Because that had been what had been seen in other settings where this virus has been seen in the past, but was very different from what we were seeing in the adult gay, bisexual, other men who have sex with men in the Western world. And especially in a country like Canada where we have people from all parts of the world, all skin tones and a wide diversity of ages. So I think it's largely that that was so problematic, as a manifestation of structural racism and perpetuating false notions that echo problematic ideas about certain parts of the world being hotbeds of infection. Which is really problematic, and not representative of what was happening with the epidemiology.

Dr. Mojola Omole:

And Sharon, you had mentioned previously that patients were going from doctor to doctor with misdiagnosis. So can you just walk us through, either you or Darrell, what are the distinguishing features of monkeypox compared to something like herpes?

Dr. Sharon Sukhdeo:

Yeah, sure. So the patients who present with monkeypox, they've got cutaneous lesions, they've also got systemic lesions. And, at times, the cutaneous lesions can look very similar to those of herpes, for example. Some of the distinguishing features, I would say, is first the location may not be any different. So typically in this outbreak we've seen quite a few of the lesions being located in the genital, in the anal region, in the mouth, that's where they start.

Typically, for monkeypox, they start as either macules or papules pretty quickly. They progress within a day or so into pustules. And, what's pretty unique, I would say, about the lesions of monkeypox is that these pustules, they develop an indentation or an umbilication in the center, so the center becomes depressed, which doesn't typically happen with herpes. And what's distinct about this depression in monkeypox is the fact that the depression can look quite dark or violaceous as well. And that happens right before it starts to ulcerate.

And once it ulcerates, there are a few different ways that it can look. But you typically get these kind-of rolled or pearly edges with a darkened or necrotic-looking center. And then that goes through the stages where, after it ulcerates, it eventually crusts over, forms a scab, and eventually that scab falls off.

Dr. Mojola Omole:

Are there some systemic symptoms that also accompany the cutaneous lesions?

Dr. Sharon Sukhdeo:

So traditionally for MPOX, so before this outbreak, we were seeing systemic symptoms that preceded any of the cutaneous lesions, and typically, that would be in the form of a febrile illness. So you would typically get a fever, perhaps some chills, you would get malaise or fatigue, you may get some muscle aches, some back ache. And what's prominent about some of these symptoms during this time is that you can develop pretty remarkable lymphadenopathy or swollen lymph nodes. That can be quite tender and painful, and that sets it apart from some of the other differentials as well.

Dr. Mojola Omole:

So what do you think is the key takeaway from your article for physicians?

Dr. Sharon Sukhdeo:

What I would say is a few takeaways. One is that monkeypox can present in people of all skin tones, and you should keep a high level of suspicion when considering monkeypox in a differential.

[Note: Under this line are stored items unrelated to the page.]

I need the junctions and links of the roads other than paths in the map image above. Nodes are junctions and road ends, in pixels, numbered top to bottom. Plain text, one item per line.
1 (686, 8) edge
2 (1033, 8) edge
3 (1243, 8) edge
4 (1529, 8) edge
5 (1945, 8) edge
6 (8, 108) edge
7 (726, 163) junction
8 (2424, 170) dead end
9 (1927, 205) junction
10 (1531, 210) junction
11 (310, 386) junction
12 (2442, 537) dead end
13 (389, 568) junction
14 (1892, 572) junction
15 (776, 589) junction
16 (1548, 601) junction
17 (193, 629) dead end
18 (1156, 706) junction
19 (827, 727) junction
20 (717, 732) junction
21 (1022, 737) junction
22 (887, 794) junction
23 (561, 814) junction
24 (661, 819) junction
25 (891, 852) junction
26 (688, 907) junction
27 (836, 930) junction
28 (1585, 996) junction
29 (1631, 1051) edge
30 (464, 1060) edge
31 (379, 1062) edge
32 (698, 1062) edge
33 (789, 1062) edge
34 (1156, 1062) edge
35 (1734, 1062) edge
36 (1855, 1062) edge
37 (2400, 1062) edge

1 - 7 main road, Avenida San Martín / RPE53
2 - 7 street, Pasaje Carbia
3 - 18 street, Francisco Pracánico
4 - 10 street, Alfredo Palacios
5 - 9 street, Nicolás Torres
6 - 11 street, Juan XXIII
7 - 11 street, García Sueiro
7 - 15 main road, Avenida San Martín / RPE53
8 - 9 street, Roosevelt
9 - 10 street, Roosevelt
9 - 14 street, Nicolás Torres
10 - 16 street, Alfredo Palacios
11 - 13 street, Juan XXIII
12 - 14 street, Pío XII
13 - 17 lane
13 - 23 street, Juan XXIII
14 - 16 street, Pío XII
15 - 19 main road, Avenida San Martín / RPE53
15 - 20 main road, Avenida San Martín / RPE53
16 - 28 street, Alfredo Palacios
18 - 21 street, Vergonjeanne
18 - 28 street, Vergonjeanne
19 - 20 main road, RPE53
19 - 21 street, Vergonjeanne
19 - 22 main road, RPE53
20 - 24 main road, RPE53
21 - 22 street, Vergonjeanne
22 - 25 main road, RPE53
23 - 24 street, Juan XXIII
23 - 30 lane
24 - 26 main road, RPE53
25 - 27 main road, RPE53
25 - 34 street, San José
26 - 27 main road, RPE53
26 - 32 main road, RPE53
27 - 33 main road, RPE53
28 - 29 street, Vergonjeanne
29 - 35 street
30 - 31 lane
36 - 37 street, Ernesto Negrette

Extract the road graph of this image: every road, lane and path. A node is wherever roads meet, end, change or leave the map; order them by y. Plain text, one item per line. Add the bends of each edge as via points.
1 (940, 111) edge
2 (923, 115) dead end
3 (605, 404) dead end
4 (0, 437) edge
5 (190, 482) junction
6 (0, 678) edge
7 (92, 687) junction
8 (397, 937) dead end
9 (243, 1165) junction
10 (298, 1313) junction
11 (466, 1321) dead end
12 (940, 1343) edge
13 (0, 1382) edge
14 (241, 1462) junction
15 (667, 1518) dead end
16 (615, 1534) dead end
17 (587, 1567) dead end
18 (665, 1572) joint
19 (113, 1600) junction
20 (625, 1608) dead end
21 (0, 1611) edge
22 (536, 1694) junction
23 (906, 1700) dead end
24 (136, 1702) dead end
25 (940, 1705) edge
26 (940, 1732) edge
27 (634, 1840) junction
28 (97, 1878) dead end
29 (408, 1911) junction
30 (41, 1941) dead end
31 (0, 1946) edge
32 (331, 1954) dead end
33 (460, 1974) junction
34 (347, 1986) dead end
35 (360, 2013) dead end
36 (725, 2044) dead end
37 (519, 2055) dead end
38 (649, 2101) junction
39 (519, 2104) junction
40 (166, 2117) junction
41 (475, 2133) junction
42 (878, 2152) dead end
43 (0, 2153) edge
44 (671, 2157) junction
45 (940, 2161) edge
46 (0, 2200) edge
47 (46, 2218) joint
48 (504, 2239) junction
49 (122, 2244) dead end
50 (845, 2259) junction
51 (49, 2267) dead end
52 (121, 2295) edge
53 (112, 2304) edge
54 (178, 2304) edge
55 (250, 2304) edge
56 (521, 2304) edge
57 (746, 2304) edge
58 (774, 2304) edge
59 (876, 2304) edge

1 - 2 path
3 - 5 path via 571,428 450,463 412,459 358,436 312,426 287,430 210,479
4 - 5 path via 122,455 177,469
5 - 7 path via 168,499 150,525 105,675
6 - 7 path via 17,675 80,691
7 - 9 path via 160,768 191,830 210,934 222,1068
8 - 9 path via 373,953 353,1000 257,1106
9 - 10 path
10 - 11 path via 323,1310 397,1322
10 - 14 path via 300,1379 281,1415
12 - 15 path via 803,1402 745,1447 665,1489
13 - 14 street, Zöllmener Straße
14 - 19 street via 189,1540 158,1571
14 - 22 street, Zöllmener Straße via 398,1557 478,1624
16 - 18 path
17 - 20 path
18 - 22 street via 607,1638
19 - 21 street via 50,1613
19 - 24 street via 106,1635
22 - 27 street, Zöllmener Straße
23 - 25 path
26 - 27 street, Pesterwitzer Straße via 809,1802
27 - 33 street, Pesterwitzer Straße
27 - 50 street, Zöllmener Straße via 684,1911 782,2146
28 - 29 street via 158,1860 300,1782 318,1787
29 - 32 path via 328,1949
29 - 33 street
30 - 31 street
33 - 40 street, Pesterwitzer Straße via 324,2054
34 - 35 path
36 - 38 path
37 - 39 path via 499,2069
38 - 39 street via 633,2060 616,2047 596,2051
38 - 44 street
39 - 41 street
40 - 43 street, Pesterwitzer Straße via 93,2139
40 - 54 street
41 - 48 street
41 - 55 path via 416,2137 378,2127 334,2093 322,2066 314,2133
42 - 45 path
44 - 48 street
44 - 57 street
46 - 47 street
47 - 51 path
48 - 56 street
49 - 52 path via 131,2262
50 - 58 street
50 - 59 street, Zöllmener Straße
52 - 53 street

But also consider the fact that this is an opportunity to think about other differentials other than monkeypox. And the fact that people who present with MPOX may be coinfected, they may present with other sexually transmitted infections. And we have had the opportunity to make diagnoses of HIV during this time as well.

Dr. Mojola Omole:

And so, on that thread, let's move beyond the paper, so just looking at monkeypox in general. Back in May, it seemed that this was going to be… it could be the next pandemic, but it seems to have really settled down now. Is that what you guys are seeing in your clinics?

Dr. Darrell Tan:

Yeah, I do think that is what we're seeing, fortunately. We definitely have not seen very many true cases for several weeks now, which is really encouraging. And that mirrors what's been reported in the official epi reports for most parts of Canada that are publishing regular reports and also what's been seen in other parts of the Western world.

Notably, there are some exceptions. So there are still kind of raging epidemics going on in some parts of Latin America, certain pockets of the United States, I understand, still have quite active chains of transmission going on. But we are seeing a decline here in our setting, which is probably the combination of a whole host of different factors. It's also important to note though, that I think we have to be very cautious, because at the peak of the epidemic during the summer, it was not often difficult to make a diagnosis of this infection once you kind of knew what you were looking for.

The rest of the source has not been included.